Gus Hansen is married and has four children. He is known for his unparalleled no limit bankroll that he has earned in cash games alone. Not only that, Gus also has a very entertaining personality that is teeming with life. You can learn from Gus Hansen on any game, especially Texas Holdem Poker.
In his new book, “How I became a Texas Holdem Poker cyberspace,” Gus reveals that he can read his opponents number, know their stake, and adapt to their style of play. He along with his wife appears to have become experts in the game of poker. Gus Hansen is a brash, no-limit, Texas Holdem Poker player.
Hansen in his book brashly Comes to Hollywood with a lot of Hollywood celebrities. He graduated from USC in the early 90s and played the regular season of locals before moving to Las Vegas in 2003 to study under the master Doyle Brunson.

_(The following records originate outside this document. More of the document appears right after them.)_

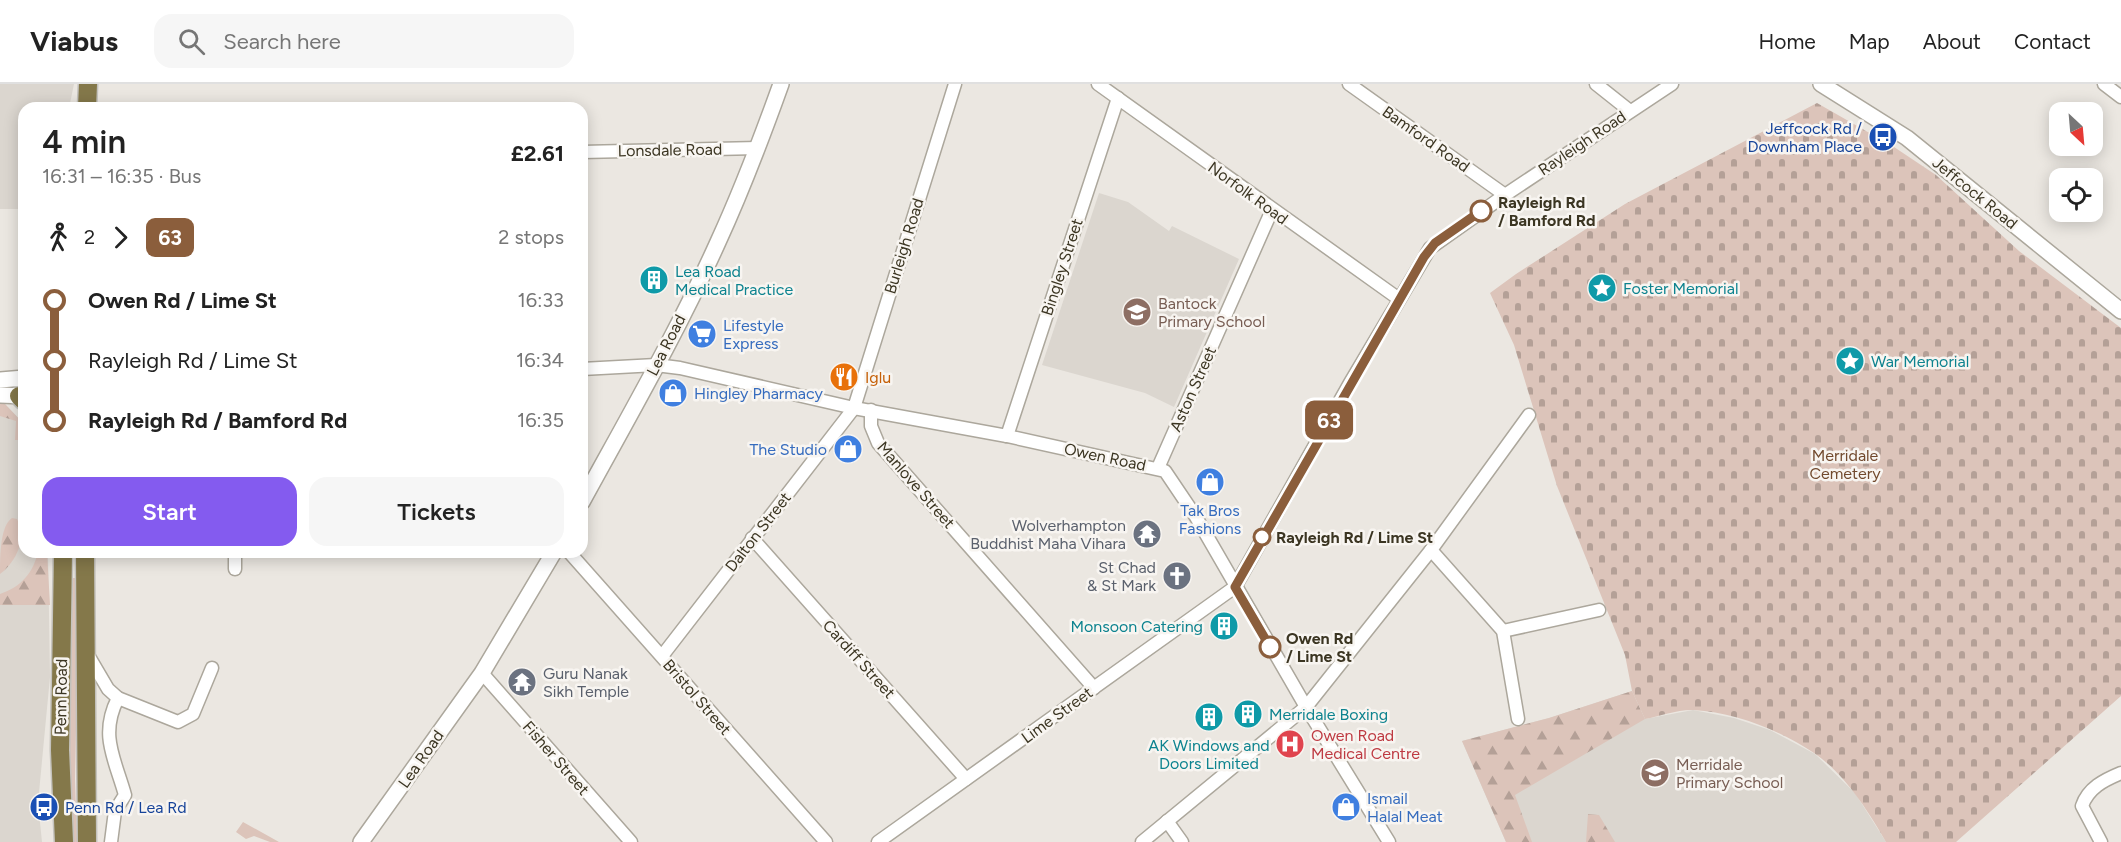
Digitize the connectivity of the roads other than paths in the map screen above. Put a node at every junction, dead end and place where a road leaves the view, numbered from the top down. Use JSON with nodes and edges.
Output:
{"nodes":[{"id":1,"x":781,"y":84,"type":"edge"},
{"id":2,"x":955,"y":84,"type":"edge"},
{"id":3,"x":1098,"y":84,"type":"edge"},
{"id":4,"x":1348,"y":84,"type":"edge"},
{"id":5,"x":1596,"y":84,"type":"edge"},
{"id":6,"x":1672,"y":84,"type":"edge"},
{"id":7,"x":1821,"y":84,"type":"edge"},
{"id":8,"x":2104,"y":84,"type":"edge"},
{"id":9,"x":88,"y":85,"type":"edge"},
{"id":10,"x":2121,"y":97,"type":"edge"},
{"id":11,"x":1118,"y":98,"type":"junction"},
{"id":12,"x":81,"y":102,"type":"edge"},
{"id":13,"x":87,"y":102,"type":"edge"},
{"id":14,"x":1630,"y":111,"type":"junction"},
{"id":15,"x":758,"y":148,"type":"junction"},
{"id":16,"x":588,"y":152,"type":"edge"},
{"id":17,"x":1504,"y":195,"type":"junction"},
{"id":18,"x":1272,"y":210,"type":"junction"},
{"id":19,"x":1399,"y":299,"type":"junction"},
{"id":20,"x":2121,"y":311,"type":"edge"},
{"id":21,"x":656,"y":366,"type":"junction"},
{"id":22,"x":588,"y":369,"type":"edge"},
{"id":23,"x":18,"y":378,"type":"edge"},
{"id":24,"x":0,"y":380,"type":"edge"},
{"id":25,"x":0,"y":395,"type":"edge"},
{"id":26,"x":18,"y":397,"type":"edge"},
{"id":27,"x":854,"y":408,"type":"junction"},
{"id":28,"x":871,"y":410,"type":"junction"},
{"id":29,"x":1529,"y":415,"type":"dead end"},
{"id":30,"x":1007,"y":436,"type":"junction"},
{"id":31,"x":1158,"y":468,"type":"junction"},
{"id":32,"x":588,"y":491,"type":"edge"},
{"id":33,"x":752,"y":538,"type":"junction"},
{"id":34,"x":1431,"y":550,"type":"junction"},
{"id":35,"x":63,"y":558,"type":"edge"},
{"id":36,"x":85,"y":558,"type":"edge"},
{"id":37,"x":236,"y":558,"type":"edge"},
{"id":38,"x":550,"y":558,"type":"edge"},
{"id":39,"x":574,"y":558,"type":"edge"},
{"id":40,"x":235,"y":569,"type":"dead end"},
{"id":41,"x":1235,"y":587,"type":"junction"},
{"id":42,"x":1599,"y":610,"type":"dead end"},
{"id":43,"x":1503,"y":631,"type":"junction"},
{"id":44,"x":87,"y":654,"type":"junction"},
{"id":45,"x":662,"y":656,"type":"junction"},
{"id":46,"x":212,"y":668,"type":"dead end"},
{"id":47,"x":482,"y":674,"type":"junction"},
{"id":48,"x":1094,"y":688,"type":"junction"},
{"id":49,"x":118,"y":698,"type":"junction"},
{"id":50,"x":1306,"y":707,"type":"junction"},
{"id":51,"x":1518,"y":719,"type":"dead end"},
{"id":52,"x":2121,"y":773,"type":"edge"},
{"id":53,"x":966,"y":779,"type":"junction"},
{"id":54,"x":1167,"y":821,"type":"junction"},
{"id":55,"x":366,"y":840,"type":"edge"},
{"id":56,"x":64,"y":842,"type":"edge"},
{"id":57,"x":87,"y":842,"type":"edge"},
{"id":58,"x":111,"y":842,"type":"edge"},
{"id":59,"x":631,"y":842,"type":"edge"},
{"id":60,"x":826,"y":842,"type":"edge"},
{"id":61,"x":878,"y":842,"type":"edge"},
{"id":62,"x":1142,"y":842,"type":"edge"},
{"id":63,"x":1182,"y":842,"type":"edge"},
{"id":64,"x":1389,"y":842,"type":"edge"},
{"id":65,"x":2101,"y":842,"type":"edge"}],
"edges":[{"from":1,"to":15,"type":"street","name":"Lea Road"},
{"from":2,"to":27,"type":"street","name":"Burleigh Road"},
{"from":3,"to":11,"type":"street","name":"Norfolk Road"},
{"from":4,"to":17,"type":"street","name":"Bamford Road"},
{"from":5,"to":14,"type":"street"},
{"from":6,"to":14,"type":"street","name":"Rayleigh Road"},
{"from":7,"to":20,"type":"street","name":"Jeffcock Road"},
{"from":8,"to":10,"type":"street"},
{"from":9,"to":12,"type":"highway"},
{"from":9,"to":13,"type":"highway"},
{"from":11,"to":18,"type":"street","name":"Norfolk Road"},
{"from":11,"to":30,"type":"street","name":"Bingley Street"},
{"from":14,"to":17,"type":"street","name":"Rayleigh Road"},
{"from":15,"to":16,"type":"street","name":"Lonsdale Road"},
{"from":15,"to":21,"type":"street","name":"Lea Road"},
{"from":17,"to":19,"type":"street","name":"Rayleigh Road"},
{"from":18,"to":19,"type":"street","name":"Norfolk Road"},
{"from":18,"to":31,"type":"street","name":"Aston Street"},
{"from":19,"to":41,"type":"street","name":"Rayleigh Road"},
{"from":21,"to":22,"type":"street","name":"Owen Road"},
{"from":21,"to":27,"type":"street","name":"Owen Road"},
{"from":21,"to":32,"type":"street","name":"Lea Road"},
{"from":23,"to":24,"type":"street"},
{"from":25,"to":26,"type":"street"},
{"from":27,"to":28,"type":"street","name":"Owen Road"},
{"from":27,"to":33,"type":"street","name":"Dalton Street"},
{"from":28,"to":30,"type":"street","name":"Owen Road"},
{"from":28,"to":48,"type":"street","name":"Manlove Street"},
{"from":29,"to":34,"type":"street"},
{"from":30,"to":31,"type":"street","name":"Owen Road"},
{"from":31,"to":41,"type":"street","name":"Owen Road"},
{"from":33,"to":45,"type":"street","name":"Dalton Street"},
{"from":33,"to":53,"type":"street","name":"Cardiff Street"},
{"from":34,"to":43,"type":"street"},
{"from":34,"to":50,"type":"street"},
{"from":35,"to":56,"type":"highway","name":"Penn Road"},
{"from":36,"to":44,"type":"highway","name":"Penn Road"},
{"from":37,"to":40,"type":"street"},
{"from":38,"to":47,"type":"street","name":"Lea Road"},
{"from":39,"to":45,"type":"street","name":"Bristol Street"},
{"from":41,"to":48,"type":"street","name":"Lime Street"},
{"from":41,"to":50,"type":"street","name":"Owen Road"},
{"from":42,"to":43,"type":"street"},
{"from":43,"to":51,"type":"street"},
{"from":44,"to":49,"type":"street"},
{"from":44,"to":57,"type":"highway","name":"Penn Road"},
{"from":45,"to":60,"type":"street","name":"Bristol Street"},
{"from":46,"to":49,"type":"street"},
{"from":47,"to":55,"type":"street","name":"Lea Road"},
{"from":47,"to":59,"type":"street","name":"Fisher Street"},
{"from":48,"to":53,"type":"street","name":"Lime Street"},
{"from":49,"to":58,"type":"street"},
{"from":50,"to":54,"type":"street"},
{"from":50,"to":64,"type":"street","name":"Owen Road"},
{"from":52,"to":65,"type":"street"},
{"from":53,"to":61,"type":"street","name":"Lime Street"},
{"from":54,"to":62,"type":"street"},
{"from":54,"to":63,"type":"street"}]}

Gus Hansen’s early career was spent mainly at the small stakes cash games and rarely made it to the big times. In 2006, he and his wife bought a one bedroom apartment in Las Vegas and basked in their luck for about a year. This was the year where Gus Hansen made his first Final Table at the $35k Hold’em Full Tilt Poker Lottery Payout tournament.
After that, Gus Hansen’s game took off like wildfire. He moved up to the higher limits and took a lot of the best student players with him. This was the launch of Gus Hansen’s book, “Super”, and also his foray into the satellite tournaments. During this time, he made some of the biggest bets in poker and managed to win about $1.7 million.
After the money came in, Gus Hansen left his job to pursue a career in professional poker. He is a man who is remarkable for having survived in spite of having an incorrect read about the game.
2009 was a roller coaster ride during the latter part of the year due, in part, to the unforgiving nature of the Texas Holdem game. Hansen’s read about the game went wrong when he tried to compare it to Holdem. He believed that Holdem is a more mental game and is thus more difficult to win. He continued to play in the U.S. but often traveled to Las Vegas to ply his trade.
Another major blunder was folding craps to his full house fold of qual ago. He discovered that he could not control his initial playing money and therefore controlled the course of his career. He had to deal with two masters. He had to learn to be disciplined and control himself for as he was used to being in control.
Hansen left Las Vegas at the end of his career to tend to his family in Copenhagen, Denmark. He will always be remembered as a good man who enjoyed poker so much that he was able to make the game his life. His wife and three children remain in Denmark.
Hansen has completed only one tournament. In that tournament, he lost to Dan Harrington. However, in the 250 final table that followed, Hansen lost to David Sklansky.
Hansen has won a total of seven tournaments, all in the $2,500 no limit Texas holdem, and lost another $15,000 in the process. In his final days, he probably is best known for his ability to make very strange moves while seeming to hold no strategy in his head.